New York- An NYPD sergeant says he was demoted last year after refusing the repeated sexual advances of a supervisor who brushed her breasts up against him and asked to massage his back with strawberry lotion.
In a lawsuit filed in Manhattan federal court, Sgt. John Marchisotto, 34, who works in a unit responsible for monitoring surveillance cameras, said Lt. Carla Hollywood made him “very uncomfortable” for nearly two years.
Marchisotto, 34, said there was sexual tension from the start. The two met in October 2003, when Marchisotto was moved to the Video Interactive Patrol Enhancement Response unit at the Stapleton Houses on Staten Island.
Marchisotto, a 13-year NYPD veteran, claims Hollywood, 40, sat next to him at his desk and asked if he was married, the suit says.
“Yes,” he said.
“Happily?” Hollywood asked.
When Marchisotto said he was in a happy marriage, Hollywood barked back, “Well, no one married is ever happy,” according to the suit.
Marchisotto said the flirting didn’t end there. The suit claims Hollywood then “brushed her chest against [Marchisotto’s] back” while the two were on the job.
Marchisotto said Hollywood inappropriately touched him so he would “feel uncomfortable.”

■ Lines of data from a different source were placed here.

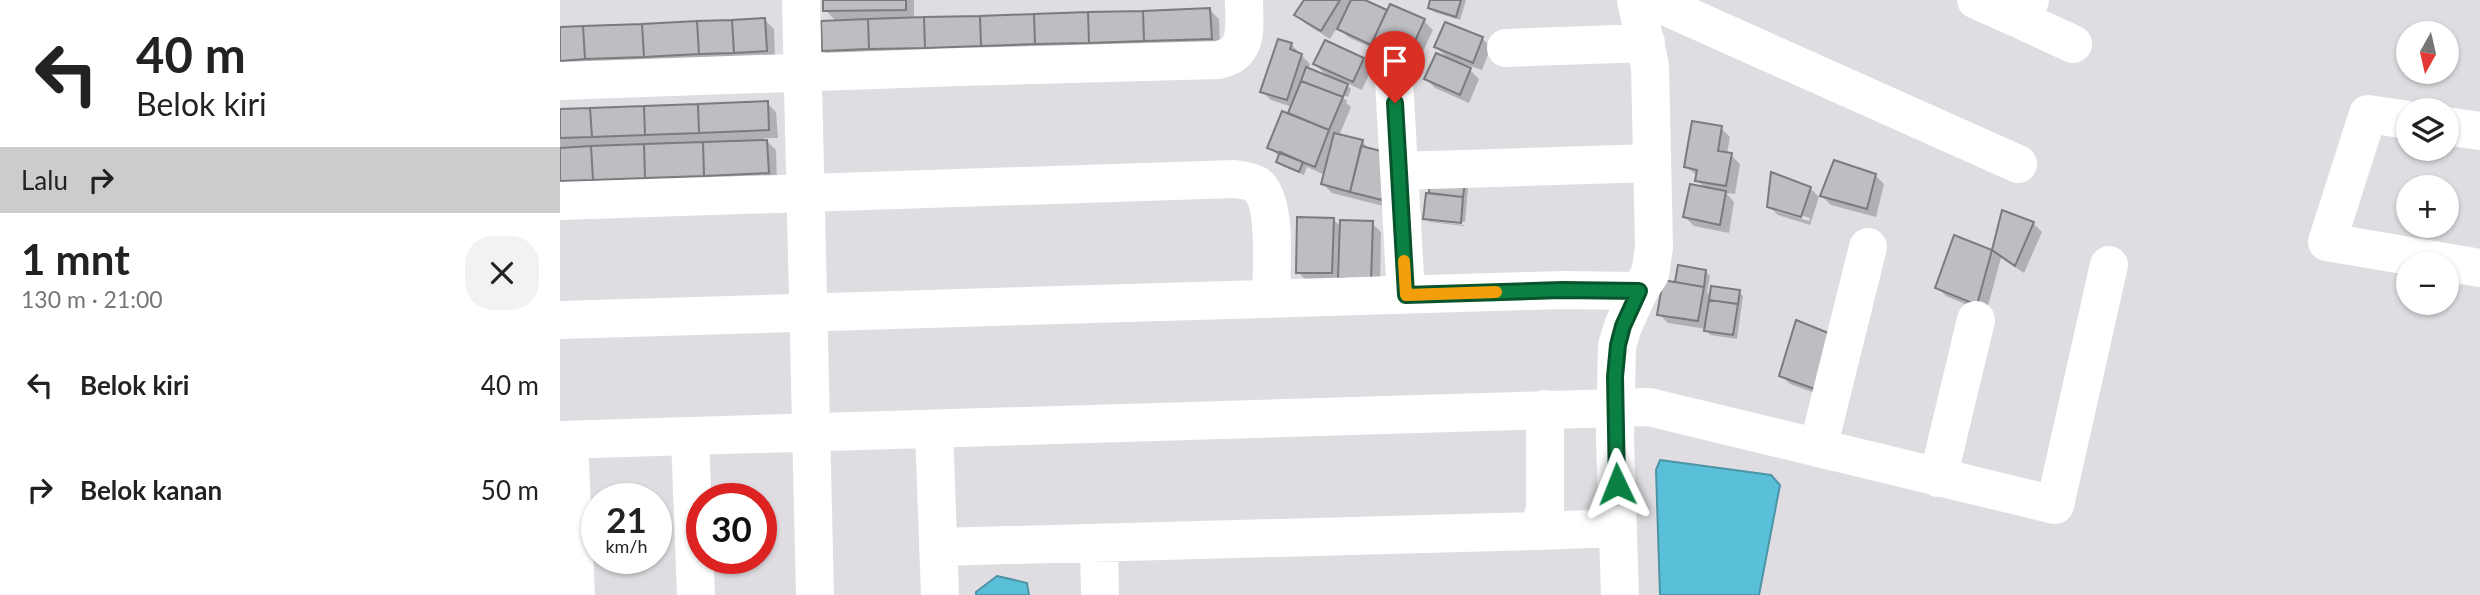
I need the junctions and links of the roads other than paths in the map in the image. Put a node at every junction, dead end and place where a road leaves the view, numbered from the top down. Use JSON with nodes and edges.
{"nodes":[{"id":1,"x":801,"y":0,"type":"edge"},
{"id":2,"x":1244,"y":0,"type":"edge"},
{"id":3,"x":1636,"y":0,"type":"edge"},
{"id":4,"x":1651,"y":0,"type":"edge"},
{"id":5,"x":1976,"y":0,"type":"edge"},
{"id":6,"x":2025,"y":10,"type":"edge"},
{"id":7,"x":1646,"y":43,"type":"junction"},
{"id":8,"x":2073,"y":44,"type":"dead end"},
{"id":9,"x":1506,"y":48,"type":"dead end"},
{"id":10,"x":803,"y":72,"type":"junction"},
{"id":11,"x":1394,"y":80,"type":"dead end"},
{"id":12,"x":560,"y":81,"type":"edge"},
{"id":13,"x":2396,"y":118,"type":"edge"},
{"id":14,"x":2459,"y":128,"type":"edge"},
{"id":15,"x":2480,"y":131,"type":"edge"},
{"id":16,"x":1653,"y":163,"type":"junction"},
{"id":17,"x":2018,"y":164,"type":"dead end"},
{"id":18,"x":1399,"y":171,"type":"junction"},
{"id":19,"x":806,"y":192,"type":"junction"},
{"id":20,"x":560,"y":201,"type":"edge"},
{"id":21,"x":1868,"y":247,"type":"dead end"},
{"id":22,"x":2109,"y":265,"type":"dead end"},
{"id":23,"x":2480,"y":268,"type":"edge"},
{"id":24,"x":1639,"y":291,"type":"junction"},
{"id":25,"x":1406,"y":295,"type":"junction"},
{"id":26,"x":1271,"y":299,"type":"junction"},
{"id":27,"x":808,"y":312,"type":"junction"},
{"id":28,"x":560,"y":320,"type":"edge"},
{"id":29,"x":1976,"y":320,"type":"dead end"},
{"id":30,"x":1616,"y":407,"type":"junction"},
{"id":31,"x":1545,"y":409,"type":"junction"},
{"id":32,"x":934,"y":429,"type":"junction"},
{"id":33,"x":811,"y":433,"type":"junction"},
{"id":34,"x":690,"y":437,"type":"junction"},
{"id":35,"x":565,"y":440,"type":"edge"},
{"id":36,"x":1818,"y":448,"type":"junction"},
{"id":37,"x":1938,"y":478,"type":"junction"},
{"id":38,"x":1618,"y":528,"type":"junction"},
{"id":39,"x":1537,"y":531,"type":"junction"},
{"id":40,"x":1099,"y":543,"type":"junction"},
{"id":41,"x":938,"y":547,"type":"junction"},
{"id":42,"x":576,"y":595,"type":"edge"},
{"id":43,"x":696,"y":595,"type":"edge"},
{"id":44,"x":815,"y":595,"type":"edge"},
{"id":45,"x":940,"y":595,"type":"edge"},
{"id":46,"x":1100,"y":595,"type":"edge"},
{"id":47,"x":1620,"y":595,"type":"edge"}],
"edges":[{"from":1,"to":10,"type":"street"},
{"from":2,"to":10,"type":"street"},
{"from":3,"to":7,"type":"street"},
{"from":4,"to":17,"type":"street"},
{"from":5,"to":6,"type":"street"},
{"from":6,"to":8,"type":"street"},
{"from":7,"to":9,"type":"street"},
{"from":7,"to":16,"type":"street"},
{"from":10,"to":12,"type":"street"},
{"from":10,"to":19,"type":"street"},
{"from":11,"to":18,"type":"street"},
{"from":13,"to":23,"type":"street"},
{"from":14,"to":15,"type":"street"},
{"from":16,"to":18,"type":"street"},
{"from":16,"to":24,"type":"street"},
{"from":18,"to":25,"type":"street"},
{"from":19,"to":20,"type":"street"},
{"from":19,"to":26,"type":"street"},
{"from":19,"to":27,"type":"street"},
{"from":21,"to":36,"type":"street"},
{"from":22,"to":37,"type":"street"},
{"from":24,"to":25,"type":"street"},
{"from":24,"to":30,"type":"street"},
{"from":25,"to":26,"type":"street"},
{"from":26,"to":27,"type":"street"},
{"from":27,"to":28,"type":"street"},
{"from":27,"to":33,"type":"street"},
{"from":29,"to":37,"type":"street"},
{"from":30,"to":31,"type":"street"},
{"from":30,"to":36,"type":"street"},
{"from":30,"to":38,"type":"street"},
{"from":31,"to":32,"type":"street"},
{"from":31,"to":39,"type":"street"},
{"from":32,"to":33,"type":"street"},
{"from":32,"to":41,"type":"street"},
{"from":33,"to":34,"type":"street"},
{"from":33,"to":44,"type":"street"},
{"from":34,"to":35,"type":"street"},
{"from":34,"to":43,"type":"street"},
{"from":35,"to":42,"type":"street"},
{"from":36,"to":37,"type":"street"},
{"from":38,"to":39,"type":"street"},
{"from":38,"to":47,"type":"street"},
{"from":39,"to":40,"type":"street"},
{"from":40,"to":41,"type":"street"},
{"from":40,"to":46,"type":"street"},
{"from":41,"to":45,"type":"street"}]}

And the sexual harassment didn’t stop there, he said.
Hollywood would call him at work up to six times a day when she was off duty, the suit says.
“I just wanted to hear your voice on the phone,” she’d allegedly say.

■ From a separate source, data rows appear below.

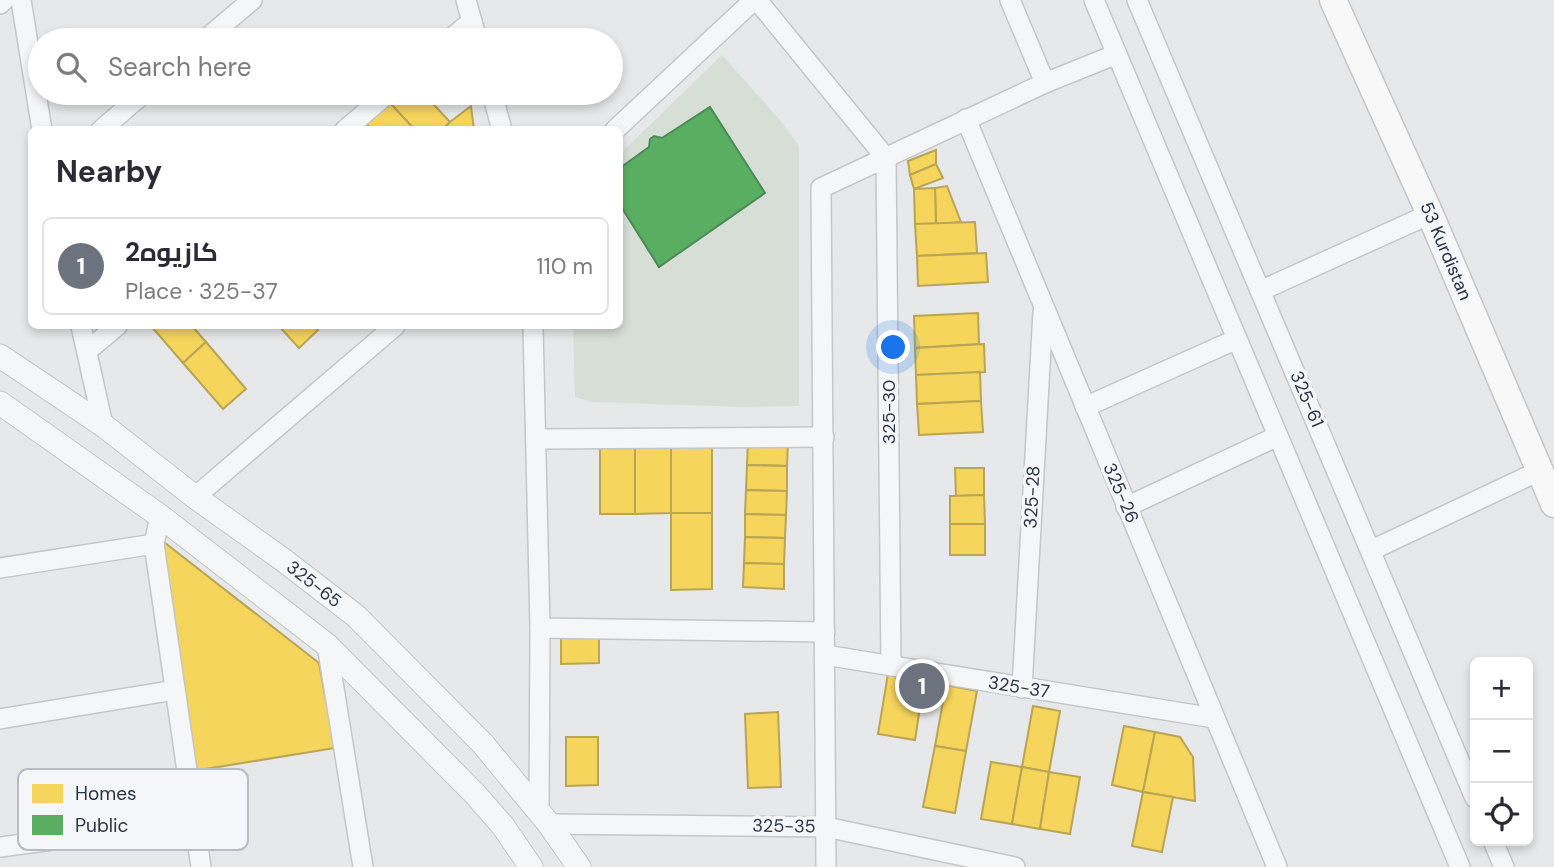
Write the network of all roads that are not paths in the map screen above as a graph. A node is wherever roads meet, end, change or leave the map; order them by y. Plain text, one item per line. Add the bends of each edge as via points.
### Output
1 (4, 0) edge
2 (21, 0) edge
3 (252, 0) edge
4 (466, 0) edge
5 (755, 0) edge
6 (1010, 0) edge
7 (1094, 0) edge
8 (1333, 0) edge
9 (1143, 2) edge
10 (0, 4) edge
11 (472, 21) junction
12 (219, 28) edge
13 (464, 28) edge
14 (474, 28) edge
15 (28, 43) edge
16 (1117, 54) junction
17 (1045, 83) junction
18 (38, 105) edge
19 (130, 105) edge
20 (374, 105) edge
21 (495, 105) edge
22 (966, 120) junction
23 (41, 126) edge
24 (106, 126) edge
25 (350, 126) edge
26 (501, 126) edge
27 (619, 126) edge
28 (887, 158) junction
29 (1430, 214) junction
30 (1260, 290) junction
31 (1043, 306) junction
32 (82, 329) edge
33 (113, 329) edge
34 (391, 329) edge
35 (533, 329) edge
36 (1237, 339) junction
37 (87, 351) junction
38 (0, 356) edge
39 (0, 403) edge
40 (1085, 407) junction
41 (103, 425) junction
42 (1278, 436) junction
43 (824, 437) junction
44 (537, 439) junction
45 (1539, 471) junction
46 (195, 497) junction
47 (1554, 504) edge
48 (1126, 506) junction
49 (160, 516) junction
50 (154, 544) junction
51 (1372, 550) junction
52 (282, 559) junction
53 (0, 568) edge
54 (258, 590) junction
55 (540, 628) junction
56 (825, 632) junction
57 (327, 645) junction
58 (825, 656) junction
59 (891, 666) junction
60 (1022, 688) junction
61 (175, 690) junction
62 (1214, 718) junction
63 (0, 719) edge
64 (186, 769) edge
65 (1470, 786) edge
66 (544, 818) junction
67 (826, 827) junction
68 (18, 845) edge
69 (1495, 846) edge
70 (0, 847) edge
71 (529, 865) edge
72 (363, 867) edge
73 (579, 867) edge
74 (826, 867) edge
75 (1014, 867) edge
76 (1277, 867) edge
77 (1460, 867) edge
78 (1504, 867) edge

1 - 10 street
2 - 15 street
3 - 12 street
4 - 11 street
5 - 27 street
5 - 28 street
6 - 17 street
7 - 16 street
8 - 29 main road, 53 Kurdistan
9 - 30 street, 325-61
11 - 13 street
11 - 14 street
16 - 17 street
16 - 36 street
17 - 22 street
18 - 23 street
19 - 24 street
20 - 25 street
21 - 26 street
22 - 28 street
22 - 31 street, 325-26
28 - 43 street via 821,188
28 - 59 street, 325-30
29 - 30 street
29 - 45 main road, 53 Kurdistan
30 - 51 street, 325-61
31 - 40 street, 325-26
31 - 60 street, 325-28
32 - 37 street
33 - 37 street
34 - 46 street
35 - 44 street
36 - 40 street
36 - 42 street
37 - 41 street
38 - 41 street, 325-65
39 - 49 street
40 - 48 street, 325-26
41 - 46 street, 325-65
42 - 48 street
42 - 77 street
43 - 44 street
43 - 56 street
44 - 55 street
45 - 47 main road, 53 Kurdistan
45 - 51 street
46 - 52 street, 325-65
48 - 62 street, 325-26
49 - 50 street
49 - 54 street
50 - 53 street
50 - 61 street
51 - 65 street, 325-61
52 - 54 street
52 - 66 street, 325-65 via 356,617 409,667 483,744
54 - 57 street
55 - 56 street
55 - 66 street
56 - 58 street
57 - 71 street via 475,794
57 - 72 street
58 - 59 street, 325-37
58 - 67 street
59 - 60 street, 325-37
60 - 62 street, 325-37
61 - 63 street
61 - 64 street
62 - 76 street, 325-26
66 - 67 street, 325-35
66 - 73 street, 325-65
67 - 74 street
67 - 75 street, 325-35
68 - 70 street
69 - 78 street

In February 2004, Marchisotto said he sent a letter to the Internal Affairs Bureau outlining the harassment.
He never heard back.
The situation came to a boil last year on Valentine’s Day when Hollywood went to Marchisotto’s office and massaged his neck.
He told her to stop and that her “sexual advances were not welcome.”
The suit says that’s when things got steamy. Hollywood took out a bottle of strawberry lotion and said she “wanted to rub some on his shoulders.”
When Marchisotto said no, Hollywood stormed out of his office.
After that, Hollywood told two sergeants and another housing cop that she wanted to do “everything to ruin [Marchisotto’s] life,” according to the suit.
Marchisotto said Hollywood started a bogus probe to try to get him fired for allegedly threatening her.
The probe culminated when he was demoted on March 3, 2004, without explanation.
Marchisotto, who received several negative evaluations from Hollywood, said he was transferred to a mess hall where cops eat lunch and are given nothing to do.
“I’m sitting in a room looking at the walls,” he said.
Marchisotto said that he even wrote a letter to Police Commissioner Ray Kelly about his ordeal but never got a response.
Marchisotto is suing the city for unspecified damages because the NYPD “failed to take adequate measures to stop it.”
Hollywood, who retired in January, would not comment on the accusations.